Exercise directions: Please return every line below that contains the string "Prensa".

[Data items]

□ □ □ □ □ □ □

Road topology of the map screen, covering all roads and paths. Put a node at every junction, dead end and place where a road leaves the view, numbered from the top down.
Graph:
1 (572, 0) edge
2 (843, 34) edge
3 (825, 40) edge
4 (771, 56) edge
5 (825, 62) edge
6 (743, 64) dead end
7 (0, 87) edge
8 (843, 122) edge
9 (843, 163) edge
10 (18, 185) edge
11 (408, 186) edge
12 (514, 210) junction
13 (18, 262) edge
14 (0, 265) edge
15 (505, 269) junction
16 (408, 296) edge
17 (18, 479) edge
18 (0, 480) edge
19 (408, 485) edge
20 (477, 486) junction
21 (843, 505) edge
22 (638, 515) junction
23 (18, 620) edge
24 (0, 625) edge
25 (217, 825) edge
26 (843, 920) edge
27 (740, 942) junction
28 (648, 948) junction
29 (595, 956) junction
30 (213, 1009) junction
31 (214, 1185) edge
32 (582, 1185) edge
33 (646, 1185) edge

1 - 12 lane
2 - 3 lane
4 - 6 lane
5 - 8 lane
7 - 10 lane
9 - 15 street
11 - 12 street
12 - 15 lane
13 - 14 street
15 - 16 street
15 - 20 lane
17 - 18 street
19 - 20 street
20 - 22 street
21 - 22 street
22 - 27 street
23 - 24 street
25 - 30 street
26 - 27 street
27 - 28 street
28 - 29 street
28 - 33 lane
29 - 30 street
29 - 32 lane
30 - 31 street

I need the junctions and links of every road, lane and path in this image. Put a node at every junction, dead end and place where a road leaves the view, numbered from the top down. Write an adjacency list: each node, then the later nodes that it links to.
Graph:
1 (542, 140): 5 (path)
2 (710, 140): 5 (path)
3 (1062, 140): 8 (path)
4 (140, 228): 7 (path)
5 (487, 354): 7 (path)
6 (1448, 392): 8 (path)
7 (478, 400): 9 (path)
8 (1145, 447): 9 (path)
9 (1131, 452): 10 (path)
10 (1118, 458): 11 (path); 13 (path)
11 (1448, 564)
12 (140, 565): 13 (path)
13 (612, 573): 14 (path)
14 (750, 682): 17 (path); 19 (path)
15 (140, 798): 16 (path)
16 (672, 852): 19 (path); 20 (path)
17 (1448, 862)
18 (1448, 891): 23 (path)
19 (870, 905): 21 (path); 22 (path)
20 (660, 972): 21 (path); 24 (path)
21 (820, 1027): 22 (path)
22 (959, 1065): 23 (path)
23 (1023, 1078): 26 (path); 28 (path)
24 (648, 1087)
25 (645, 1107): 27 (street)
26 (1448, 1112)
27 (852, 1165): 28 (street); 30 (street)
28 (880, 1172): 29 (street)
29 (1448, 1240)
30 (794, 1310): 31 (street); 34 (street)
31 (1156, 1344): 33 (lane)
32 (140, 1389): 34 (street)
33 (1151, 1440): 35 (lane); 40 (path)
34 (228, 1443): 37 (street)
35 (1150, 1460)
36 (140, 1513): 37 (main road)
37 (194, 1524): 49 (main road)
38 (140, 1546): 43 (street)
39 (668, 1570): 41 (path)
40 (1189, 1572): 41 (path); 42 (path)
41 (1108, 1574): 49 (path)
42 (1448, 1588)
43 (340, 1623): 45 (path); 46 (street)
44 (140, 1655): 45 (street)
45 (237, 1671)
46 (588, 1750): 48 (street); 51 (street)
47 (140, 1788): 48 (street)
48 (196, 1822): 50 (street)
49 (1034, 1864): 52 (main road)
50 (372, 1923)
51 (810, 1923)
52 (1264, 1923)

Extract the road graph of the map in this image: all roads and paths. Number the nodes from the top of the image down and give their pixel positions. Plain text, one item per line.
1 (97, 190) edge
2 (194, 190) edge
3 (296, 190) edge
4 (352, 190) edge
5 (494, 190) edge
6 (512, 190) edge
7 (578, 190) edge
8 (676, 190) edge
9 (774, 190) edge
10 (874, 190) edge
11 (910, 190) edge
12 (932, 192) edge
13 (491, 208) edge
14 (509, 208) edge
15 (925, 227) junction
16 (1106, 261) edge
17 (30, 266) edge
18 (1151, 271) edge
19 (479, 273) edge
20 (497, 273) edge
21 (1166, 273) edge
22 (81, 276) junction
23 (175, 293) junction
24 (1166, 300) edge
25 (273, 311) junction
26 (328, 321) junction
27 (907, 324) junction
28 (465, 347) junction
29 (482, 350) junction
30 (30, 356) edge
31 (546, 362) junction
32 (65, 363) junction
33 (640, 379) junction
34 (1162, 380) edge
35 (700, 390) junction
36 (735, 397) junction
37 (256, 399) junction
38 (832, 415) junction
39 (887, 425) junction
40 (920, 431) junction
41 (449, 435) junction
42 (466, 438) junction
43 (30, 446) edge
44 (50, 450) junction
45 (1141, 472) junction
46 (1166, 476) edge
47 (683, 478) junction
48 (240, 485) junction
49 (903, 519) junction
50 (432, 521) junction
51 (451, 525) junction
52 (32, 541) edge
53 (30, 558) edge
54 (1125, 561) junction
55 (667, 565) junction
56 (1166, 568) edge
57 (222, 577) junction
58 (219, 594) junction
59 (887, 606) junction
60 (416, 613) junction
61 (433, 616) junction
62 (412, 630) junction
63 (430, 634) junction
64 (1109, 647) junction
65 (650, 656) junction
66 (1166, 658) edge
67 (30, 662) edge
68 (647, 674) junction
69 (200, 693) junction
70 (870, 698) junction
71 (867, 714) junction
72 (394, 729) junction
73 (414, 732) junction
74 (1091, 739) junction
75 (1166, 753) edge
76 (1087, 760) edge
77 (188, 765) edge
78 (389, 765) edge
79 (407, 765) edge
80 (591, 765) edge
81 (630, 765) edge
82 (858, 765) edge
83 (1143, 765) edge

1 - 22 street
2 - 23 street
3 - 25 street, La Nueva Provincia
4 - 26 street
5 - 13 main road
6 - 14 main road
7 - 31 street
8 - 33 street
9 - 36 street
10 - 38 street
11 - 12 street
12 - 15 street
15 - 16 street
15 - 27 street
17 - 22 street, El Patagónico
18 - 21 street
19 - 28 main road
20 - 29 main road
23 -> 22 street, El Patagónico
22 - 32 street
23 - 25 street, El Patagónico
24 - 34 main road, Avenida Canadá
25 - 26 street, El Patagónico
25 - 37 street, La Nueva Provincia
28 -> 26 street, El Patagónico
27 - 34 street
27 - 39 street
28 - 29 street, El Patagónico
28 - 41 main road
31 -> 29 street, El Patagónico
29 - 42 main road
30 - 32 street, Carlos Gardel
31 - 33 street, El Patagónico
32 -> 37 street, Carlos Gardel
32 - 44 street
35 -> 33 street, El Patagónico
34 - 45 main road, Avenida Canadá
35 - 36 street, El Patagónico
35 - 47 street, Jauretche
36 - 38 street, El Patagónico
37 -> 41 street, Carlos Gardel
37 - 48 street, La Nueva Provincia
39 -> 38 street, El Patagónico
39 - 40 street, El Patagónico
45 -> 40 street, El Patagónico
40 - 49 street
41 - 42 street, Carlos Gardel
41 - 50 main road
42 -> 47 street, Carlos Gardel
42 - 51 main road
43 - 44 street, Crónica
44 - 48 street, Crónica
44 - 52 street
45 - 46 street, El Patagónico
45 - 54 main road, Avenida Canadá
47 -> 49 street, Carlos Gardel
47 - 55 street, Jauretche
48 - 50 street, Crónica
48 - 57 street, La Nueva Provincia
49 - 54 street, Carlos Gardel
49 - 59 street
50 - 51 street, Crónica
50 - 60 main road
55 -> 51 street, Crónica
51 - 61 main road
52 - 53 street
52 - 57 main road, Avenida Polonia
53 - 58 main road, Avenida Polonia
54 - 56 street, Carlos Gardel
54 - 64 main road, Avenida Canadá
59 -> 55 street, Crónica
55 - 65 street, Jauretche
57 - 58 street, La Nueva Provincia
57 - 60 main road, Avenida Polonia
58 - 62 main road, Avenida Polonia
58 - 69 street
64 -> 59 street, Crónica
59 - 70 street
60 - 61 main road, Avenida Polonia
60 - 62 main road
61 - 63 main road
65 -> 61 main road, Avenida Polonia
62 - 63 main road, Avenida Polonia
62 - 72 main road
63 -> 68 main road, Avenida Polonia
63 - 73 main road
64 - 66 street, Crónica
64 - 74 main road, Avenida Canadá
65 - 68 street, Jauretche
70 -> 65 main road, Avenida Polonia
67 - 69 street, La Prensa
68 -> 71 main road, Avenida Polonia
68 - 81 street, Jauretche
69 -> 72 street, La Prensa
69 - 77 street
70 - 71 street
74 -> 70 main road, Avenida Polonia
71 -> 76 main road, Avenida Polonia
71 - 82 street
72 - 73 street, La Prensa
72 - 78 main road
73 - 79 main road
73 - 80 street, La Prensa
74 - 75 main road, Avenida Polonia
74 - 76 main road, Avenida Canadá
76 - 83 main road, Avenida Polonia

□ □ □ □ □ □ □

Solution to this exercise:
67 - 69 street, La Prensa
69 -> 72 street, La Prensa
72 - 73 street, La Prensa
73 - 80 street, La Prensa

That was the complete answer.